Il mare era stato tonificante, gli aveva rigenerato nervi e spirito. Aveva respirato un’aria talmente pura che sentiva i polmoni sgombri da smog e fumo come dopo un mese di montagna d’alta quota. Lo stomaco vuoto gli trasmetteva immagini di piatti di pasta grondanti pomodoro e spolverati di formaggio. Prepararono degli spaghetti e gli sembrarono subito gustosissimi.

Solo che che, una volta seduto, Renzo non riuscì a reprimere una smorfia di disgusto di cui fortunatamente l’amico non si accorse. La tovaglia plastificata era ricoperta, quasi per intero, da uno strato uniforme di polvere bianca e finissima. Polvere sui bordi dei piatti, polvere sulle sedie, polvere nell’aria.

Renzo starnutì un paio di volte. Drago aveva girato nella forchetta la terza matassa di spaghetti, con qualche granello di polvere che rimase attaccato sui rebbi della posata e sulla pasta che prese a masticare. Il suo sguardo si posò sulle mani di Renzo, ferme a mezz’aria per non toccare la tovaglia.

“Oh, ma che fai, non mangi?” gli domandò. Renzo era disgustato dalla sporcizia, ma non voleva imbarazzare l’amico. Si sporcò le mani di polvere arrotolandosi gli spaghetti e mangiò.

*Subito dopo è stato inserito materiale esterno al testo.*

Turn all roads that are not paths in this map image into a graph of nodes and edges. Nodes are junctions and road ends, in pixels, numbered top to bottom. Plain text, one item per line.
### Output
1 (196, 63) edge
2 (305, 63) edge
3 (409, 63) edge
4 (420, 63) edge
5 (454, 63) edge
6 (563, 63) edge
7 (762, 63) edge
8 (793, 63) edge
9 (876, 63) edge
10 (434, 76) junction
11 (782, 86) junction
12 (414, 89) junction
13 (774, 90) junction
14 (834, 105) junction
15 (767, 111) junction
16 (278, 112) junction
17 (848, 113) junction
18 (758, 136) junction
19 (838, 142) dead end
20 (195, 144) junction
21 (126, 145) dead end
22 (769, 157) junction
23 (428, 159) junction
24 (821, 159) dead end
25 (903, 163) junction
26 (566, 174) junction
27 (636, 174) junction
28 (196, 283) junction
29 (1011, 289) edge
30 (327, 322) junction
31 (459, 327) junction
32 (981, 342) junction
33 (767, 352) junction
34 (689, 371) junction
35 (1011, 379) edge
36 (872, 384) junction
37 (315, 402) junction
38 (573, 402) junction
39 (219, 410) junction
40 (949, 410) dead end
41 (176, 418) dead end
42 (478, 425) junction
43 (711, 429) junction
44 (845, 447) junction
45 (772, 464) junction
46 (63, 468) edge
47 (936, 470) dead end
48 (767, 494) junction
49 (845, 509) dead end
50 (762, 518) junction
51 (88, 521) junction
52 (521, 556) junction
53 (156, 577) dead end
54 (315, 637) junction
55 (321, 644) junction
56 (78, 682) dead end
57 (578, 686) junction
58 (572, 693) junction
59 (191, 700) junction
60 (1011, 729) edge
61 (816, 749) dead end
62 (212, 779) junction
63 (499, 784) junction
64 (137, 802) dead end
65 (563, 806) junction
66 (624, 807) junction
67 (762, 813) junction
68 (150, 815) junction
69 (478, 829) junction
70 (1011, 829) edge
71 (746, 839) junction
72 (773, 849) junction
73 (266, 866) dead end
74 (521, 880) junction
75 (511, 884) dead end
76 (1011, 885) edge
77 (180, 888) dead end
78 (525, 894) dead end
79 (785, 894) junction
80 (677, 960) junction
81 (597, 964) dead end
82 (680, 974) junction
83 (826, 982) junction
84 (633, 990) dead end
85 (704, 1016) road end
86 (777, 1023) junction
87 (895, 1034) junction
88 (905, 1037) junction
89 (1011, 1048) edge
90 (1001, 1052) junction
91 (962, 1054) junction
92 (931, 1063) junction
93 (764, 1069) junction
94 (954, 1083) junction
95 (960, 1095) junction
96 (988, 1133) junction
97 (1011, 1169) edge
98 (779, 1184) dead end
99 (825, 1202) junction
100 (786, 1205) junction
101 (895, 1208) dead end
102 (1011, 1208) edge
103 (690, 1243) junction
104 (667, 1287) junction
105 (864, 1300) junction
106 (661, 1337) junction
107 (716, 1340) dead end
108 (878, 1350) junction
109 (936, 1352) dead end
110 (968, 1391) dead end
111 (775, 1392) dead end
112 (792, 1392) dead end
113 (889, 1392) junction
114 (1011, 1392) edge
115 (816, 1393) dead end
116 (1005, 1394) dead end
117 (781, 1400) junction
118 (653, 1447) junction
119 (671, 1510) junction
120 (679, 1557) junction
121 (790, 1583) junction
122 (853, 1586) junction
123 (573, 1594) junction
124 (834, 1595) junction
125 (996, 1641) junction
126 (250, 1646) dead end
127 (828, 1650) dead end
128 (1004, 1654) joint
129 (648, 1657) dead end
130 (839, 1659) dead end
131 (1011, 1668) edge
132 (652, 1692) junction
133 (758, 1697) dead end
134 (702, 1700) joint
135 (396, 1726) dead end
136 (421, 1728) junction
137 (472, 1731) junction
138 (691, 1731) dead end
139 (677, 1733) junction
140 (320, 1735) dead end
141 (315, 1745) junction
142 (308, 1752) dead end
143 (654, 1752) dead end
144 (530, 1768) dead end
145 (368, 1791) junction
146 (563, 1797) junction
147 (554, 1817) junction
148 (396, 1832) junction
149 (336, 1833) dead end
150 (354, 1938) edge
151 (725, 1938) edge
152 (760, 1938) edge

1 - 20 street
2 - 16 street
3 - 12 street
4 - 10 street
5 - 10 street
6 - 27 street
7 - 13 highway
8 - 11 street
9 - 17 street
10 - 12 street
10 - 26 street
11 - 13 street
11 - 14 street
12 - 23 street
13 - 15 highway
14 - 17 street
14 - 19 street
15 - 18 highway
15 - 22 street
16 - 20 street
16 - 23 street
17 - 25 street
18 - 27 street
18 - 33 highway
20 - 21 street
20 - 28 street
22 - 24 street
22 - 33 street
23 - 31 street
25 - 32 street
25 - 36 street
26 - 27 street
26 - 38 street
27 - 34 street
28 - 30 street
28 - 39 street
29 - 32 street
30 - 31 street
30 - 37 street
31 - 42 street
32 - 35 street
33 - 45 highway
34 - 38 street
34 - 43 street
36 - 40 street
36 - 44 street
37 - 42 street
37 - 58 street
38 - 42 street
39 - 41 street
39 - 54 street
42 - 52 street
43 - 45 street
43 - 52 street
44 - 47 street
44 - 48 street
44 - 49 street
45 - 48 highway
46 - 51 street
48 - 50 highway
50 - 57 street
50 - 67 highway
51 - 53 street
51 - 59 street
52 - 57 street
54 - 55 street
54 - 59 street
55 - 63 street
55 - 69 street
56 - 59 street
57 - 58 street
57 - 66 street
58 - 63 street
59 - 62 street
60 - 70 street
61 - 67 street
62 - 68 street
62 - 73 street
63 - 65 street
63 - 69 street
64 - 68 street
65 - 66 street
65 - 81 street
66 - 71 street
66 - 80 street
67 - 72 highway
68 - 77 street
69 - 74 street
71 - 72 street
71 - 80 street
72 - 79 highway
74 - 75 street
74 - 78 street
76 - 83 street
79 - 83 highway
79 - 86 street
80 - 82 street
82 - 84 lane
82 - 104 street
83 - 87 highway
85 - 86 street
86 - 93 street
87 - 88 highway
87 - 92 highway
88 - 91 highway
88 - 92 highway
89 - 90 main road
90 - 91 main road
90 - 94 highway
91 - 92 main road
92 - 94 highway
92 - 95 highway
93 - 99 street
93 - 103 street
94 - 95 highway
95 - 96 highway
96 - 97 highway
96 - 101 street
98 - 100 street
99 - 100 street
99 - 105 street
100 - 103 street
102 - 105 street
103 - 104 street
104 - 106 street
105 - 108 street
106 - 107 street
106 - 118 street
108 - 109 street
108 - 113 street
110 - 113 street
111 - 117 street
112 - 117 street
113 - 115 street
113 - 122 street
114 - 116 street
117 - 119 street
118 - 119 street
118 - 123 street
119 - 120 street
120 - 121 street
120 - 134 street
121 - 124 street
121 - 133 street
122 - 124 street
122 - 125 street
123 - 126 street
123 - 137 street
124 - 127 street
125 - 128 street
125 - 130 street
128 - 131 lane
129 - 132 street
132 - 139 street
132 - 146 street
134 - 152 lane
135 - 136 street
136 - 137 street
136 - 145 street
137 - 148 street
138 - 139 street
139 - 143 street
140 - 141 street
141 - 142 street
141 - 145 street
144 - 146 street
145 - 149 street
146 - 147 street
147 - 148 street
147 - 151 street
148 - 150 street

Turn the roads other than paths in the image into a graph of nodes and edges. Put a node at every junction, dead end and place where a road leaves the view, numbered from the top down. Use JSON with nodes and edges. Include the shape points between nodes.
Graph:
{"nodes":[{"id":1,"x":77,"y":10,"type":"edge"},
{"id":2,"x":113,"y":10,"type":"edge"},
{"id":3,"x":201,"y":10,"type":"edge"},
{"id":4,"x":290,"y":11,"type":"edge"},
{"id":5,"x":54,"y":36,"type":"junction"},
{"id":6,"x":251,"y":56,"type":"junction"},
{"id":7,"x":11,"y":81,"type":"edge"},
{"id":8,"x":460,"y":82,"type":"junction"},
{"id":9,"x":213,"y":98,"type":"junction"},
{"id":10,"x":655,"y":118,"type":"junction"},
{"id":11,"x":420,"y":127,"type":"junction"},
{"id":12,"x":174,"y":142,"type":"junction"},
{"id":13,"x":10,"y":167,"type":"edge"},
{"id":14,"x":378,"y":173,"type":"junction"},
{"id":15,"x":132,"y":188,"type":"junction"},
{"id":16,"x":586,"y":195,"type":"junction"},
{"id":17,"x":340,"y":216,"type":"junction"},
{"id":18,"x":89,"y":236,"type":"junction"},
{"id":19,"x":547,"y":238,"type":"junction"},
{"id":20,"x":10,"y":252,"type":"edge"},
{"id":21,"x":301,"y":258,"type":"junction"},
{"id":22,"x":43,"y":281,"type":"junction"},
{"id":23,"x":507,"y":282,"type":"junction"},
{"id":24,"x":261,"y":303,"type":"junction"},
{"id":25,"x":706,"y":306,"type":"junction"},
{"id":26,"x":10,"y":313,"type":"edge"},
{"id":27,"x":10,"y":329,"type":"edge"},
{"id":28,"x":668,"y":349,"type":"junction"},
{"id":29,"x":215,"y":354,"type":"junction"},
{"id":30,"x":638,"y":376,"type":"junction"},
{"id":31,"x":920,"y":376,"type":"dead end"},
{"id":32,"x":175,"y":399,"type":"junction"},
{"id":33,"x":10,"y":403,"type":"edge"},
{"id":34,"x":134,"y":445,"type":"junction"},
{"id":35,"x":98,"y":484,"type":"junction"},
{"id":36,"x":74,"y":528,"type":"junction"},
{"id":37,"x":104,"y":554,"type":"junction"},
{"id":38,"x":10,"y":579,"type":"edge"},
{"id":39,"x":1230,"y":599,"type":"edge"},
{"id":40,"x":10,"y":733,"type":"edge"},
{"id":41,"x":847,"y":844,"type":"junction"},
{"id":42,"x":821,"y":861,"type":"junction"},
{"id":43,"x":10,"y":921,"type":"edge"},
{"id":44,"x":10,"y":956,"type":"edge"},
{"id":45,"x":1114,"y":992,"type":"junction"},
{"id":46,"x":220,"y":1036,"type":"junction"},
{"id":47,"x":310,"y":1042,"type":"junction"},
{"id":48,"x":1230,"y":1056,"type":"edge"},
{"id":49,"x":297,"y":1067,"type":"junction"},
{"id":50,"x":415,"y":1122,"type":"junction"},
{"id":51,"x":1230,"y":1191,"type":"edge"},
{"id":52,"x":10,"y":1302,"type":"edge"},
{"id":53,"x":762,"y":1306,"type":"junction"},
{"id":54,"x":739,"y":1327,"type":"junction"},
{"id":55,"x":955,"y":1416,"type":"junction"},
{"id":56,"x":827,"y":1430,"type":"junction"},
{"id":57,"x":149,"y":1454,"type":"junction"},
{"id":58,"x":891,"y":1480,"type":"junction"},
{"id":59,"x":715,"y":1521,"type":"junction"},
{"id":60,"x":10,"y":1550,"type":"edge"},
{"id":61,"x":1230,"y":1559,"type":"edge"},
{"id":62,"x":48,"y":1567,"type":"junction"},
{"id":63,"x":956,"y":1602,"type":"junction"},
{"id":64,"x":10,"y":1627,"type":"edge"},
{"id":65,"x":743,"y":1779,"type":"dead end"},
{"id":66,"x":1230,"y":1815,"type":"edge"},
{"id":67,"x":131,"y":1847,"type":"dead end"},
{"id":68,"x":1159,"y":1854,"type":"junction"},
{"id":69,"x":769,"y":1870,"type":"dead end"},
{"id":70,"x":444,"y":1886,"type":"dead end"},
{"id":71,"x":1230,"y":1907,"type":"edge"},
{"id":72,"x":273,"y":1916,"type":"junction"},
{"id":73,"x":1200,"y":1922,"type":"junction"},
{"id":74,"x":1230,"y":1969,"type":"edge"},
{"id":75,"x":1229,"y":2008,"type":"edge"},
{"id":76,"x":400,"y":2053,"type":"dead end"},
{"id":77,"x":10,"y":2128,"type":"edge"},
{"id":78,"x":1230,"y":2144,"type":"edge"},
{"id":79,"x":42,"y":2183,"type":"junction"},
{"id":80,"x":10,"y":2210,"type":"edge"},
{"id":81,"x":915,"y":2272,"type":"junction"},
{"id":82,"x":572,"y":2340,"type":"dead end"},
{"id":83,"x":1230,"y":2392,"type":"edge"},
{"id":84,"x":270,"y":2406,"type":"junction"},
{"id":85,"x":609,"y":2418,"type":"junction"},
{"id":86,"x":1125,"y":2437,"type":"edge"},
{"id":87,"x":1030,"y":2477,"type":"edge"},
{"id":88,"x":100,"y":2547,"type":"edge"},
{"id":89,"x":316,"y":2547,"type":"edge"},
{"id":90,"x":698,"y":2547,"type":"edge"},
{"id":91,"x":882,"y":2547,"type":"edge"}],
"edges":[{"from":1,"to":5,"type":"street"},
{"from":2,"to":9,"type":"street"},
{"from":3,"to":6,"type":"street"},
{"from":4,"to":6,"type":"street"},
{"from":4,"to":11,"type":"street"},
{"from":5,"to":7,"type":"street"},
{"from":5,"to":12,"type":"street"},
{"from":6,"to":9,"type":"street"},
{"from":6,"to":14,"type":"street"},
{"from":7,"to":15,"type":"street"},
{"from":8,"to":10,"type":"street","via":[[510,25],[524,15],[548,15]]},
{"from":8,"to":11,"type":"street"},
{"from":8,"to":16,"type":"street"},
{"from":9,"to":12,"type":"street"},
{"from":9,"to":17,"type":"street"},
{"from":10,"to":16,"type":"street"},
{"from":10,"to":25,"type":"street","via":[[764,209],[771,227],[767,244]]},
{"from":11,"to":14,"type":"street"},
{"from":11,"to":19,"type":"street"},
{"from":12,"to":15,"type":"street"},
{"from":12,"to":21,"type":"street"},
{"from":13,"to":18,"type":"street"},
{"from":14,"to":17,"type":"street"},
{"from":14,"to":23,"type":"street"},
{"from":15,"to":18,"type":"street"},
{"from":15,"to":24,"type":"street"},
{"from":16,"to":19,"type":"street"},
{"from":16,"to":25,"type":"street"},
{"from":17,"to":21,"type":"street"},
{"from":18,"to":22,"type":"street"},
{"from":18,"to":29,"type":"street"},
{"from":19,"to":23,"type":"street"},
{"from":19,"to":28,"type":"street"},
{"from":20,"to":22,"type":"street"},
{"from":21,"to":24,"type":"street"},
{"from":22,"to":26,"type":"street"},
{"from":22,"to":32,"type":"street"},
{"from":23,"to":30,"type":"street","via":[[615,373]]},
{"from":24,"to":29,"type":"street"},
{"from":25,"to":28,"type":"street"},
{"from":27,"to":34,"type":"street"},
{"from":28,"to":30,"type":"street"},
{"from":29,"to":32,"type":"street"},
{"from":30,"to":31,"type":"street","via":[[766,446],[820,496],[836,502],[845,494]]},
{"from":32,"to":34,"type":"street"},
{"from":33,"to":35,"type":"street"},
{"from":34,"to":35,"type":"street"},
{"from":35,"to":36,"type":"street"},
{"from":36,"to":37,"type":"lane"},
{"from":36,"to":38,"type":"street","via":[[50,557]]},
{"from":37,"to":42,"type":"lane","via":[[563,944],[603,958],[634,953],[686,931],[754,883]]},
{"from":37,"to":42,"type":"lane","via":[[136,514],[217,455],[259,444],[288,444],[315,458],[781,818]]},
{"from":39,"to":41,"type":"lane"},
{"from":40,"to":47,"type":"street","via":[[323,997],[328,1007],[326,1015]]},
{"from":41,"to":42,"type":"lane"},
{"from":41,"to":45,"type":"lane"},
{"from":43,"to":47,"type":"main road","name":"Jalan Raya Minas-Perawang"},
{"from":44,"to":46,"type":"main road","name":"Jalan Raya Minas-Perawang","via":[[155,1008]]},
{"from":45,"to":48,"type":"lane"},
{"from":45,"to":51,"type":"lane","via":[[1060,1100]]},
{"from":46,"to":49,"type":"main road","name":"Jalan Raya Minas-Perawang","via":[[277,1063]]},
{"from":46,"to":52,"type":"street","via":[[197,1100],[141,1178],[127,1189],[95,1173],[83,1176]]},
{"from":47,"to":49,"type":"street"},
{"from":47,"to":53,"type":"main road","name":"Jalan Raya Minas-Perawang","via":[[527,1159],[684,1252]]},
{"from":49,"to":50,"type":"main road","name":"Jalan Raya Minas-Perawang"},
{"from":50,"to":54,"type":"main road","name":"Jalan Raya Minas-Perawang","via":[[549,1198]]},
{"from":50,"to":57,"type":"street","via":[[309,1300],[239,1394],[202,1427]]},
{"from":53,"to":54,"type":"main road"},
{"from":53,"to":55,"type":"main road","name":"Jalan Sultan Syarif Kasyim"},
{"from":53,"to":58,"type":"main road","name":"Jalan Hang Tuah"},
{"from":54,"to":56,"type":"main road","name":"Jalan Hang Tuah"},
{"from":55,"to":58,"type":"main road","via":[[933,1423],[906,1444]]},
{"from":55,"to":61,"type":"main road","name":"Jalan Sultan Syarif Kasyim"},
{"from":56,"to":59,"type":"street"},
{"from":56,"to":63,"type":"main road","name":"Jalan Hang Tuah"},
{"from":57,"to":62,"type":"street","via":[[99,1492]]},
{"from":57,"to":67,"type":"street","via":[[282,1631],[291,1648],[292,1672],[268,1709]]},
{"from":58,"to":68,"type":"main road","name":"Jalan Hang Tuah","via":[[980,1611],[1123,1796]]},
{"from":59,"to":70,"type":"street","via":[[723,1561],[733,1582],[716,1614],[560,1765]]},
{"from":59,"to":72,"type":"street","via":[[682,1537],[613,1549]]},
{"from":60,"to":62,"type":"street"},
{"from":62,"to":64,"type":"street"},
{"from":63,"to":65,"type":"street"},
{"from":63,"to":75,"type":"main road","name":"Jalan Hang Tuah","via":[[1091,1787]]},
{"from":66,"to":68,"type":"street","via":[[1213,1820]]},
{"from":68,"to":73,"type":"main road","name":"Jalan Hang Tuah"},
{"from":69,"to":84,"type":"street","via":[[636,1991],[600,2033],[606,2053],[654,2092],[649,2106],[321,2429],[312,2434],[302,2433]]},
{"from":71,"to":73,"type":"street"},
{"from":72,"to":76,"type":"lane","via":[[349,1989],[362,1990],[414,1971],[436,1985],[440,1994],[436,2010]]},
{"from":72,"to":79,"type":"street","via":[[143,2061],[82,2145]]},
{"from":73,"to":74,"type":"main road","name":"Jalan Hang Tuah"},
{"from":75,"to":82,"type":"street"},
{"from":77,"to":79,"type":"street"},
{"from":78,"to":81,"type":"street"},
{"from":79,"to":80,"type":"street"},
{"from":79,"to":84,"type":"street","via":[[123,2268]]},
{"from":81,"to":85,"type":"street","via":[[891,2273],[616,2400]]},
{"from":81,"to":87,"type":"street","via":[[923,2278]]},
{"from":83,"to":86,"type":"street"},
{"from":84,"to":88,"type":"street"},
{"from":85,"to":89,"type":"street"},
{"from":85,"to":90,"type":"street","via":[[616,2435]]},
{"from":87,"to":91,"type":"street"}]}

In bagno si lavò i denti per più di dieci minuti, con dentifricio abbondante e numerosi sciacqui di colluttorio. Tenne le mani sotto il getto di acqua fredda fino a quando non gli diventarono rosse e intorpidite. Poi si sdraiò sul letto, o almeno ci provò.

Il copriletto era pieno di polvere.

Con un gesto di stizza tolse le lenzuola dal materasso. Ci fu in uno sbuffo di polvere che gli si insinuò nelle narici, facendolo starnutire tre volte. Attraverso la retina di lacrime, messagli in entrambi gli occhi dal forte accesso di starnuti, trovò delle lenzuola pulite in un cassetto e le apparecchiò sul materasso.

Dormì per circa un’ora e mezza.

Si svegliò tossendo e in preda a nuovi starnuti. Muovendo gli arti sul copriletto cambiato da poco, se li sentì graffiare leggermente. Come se avesse fatto il contropelo a un cane rasato da poco.

Polvere dappertutto. Sui cuscini, sulle lenzuola, ovunque.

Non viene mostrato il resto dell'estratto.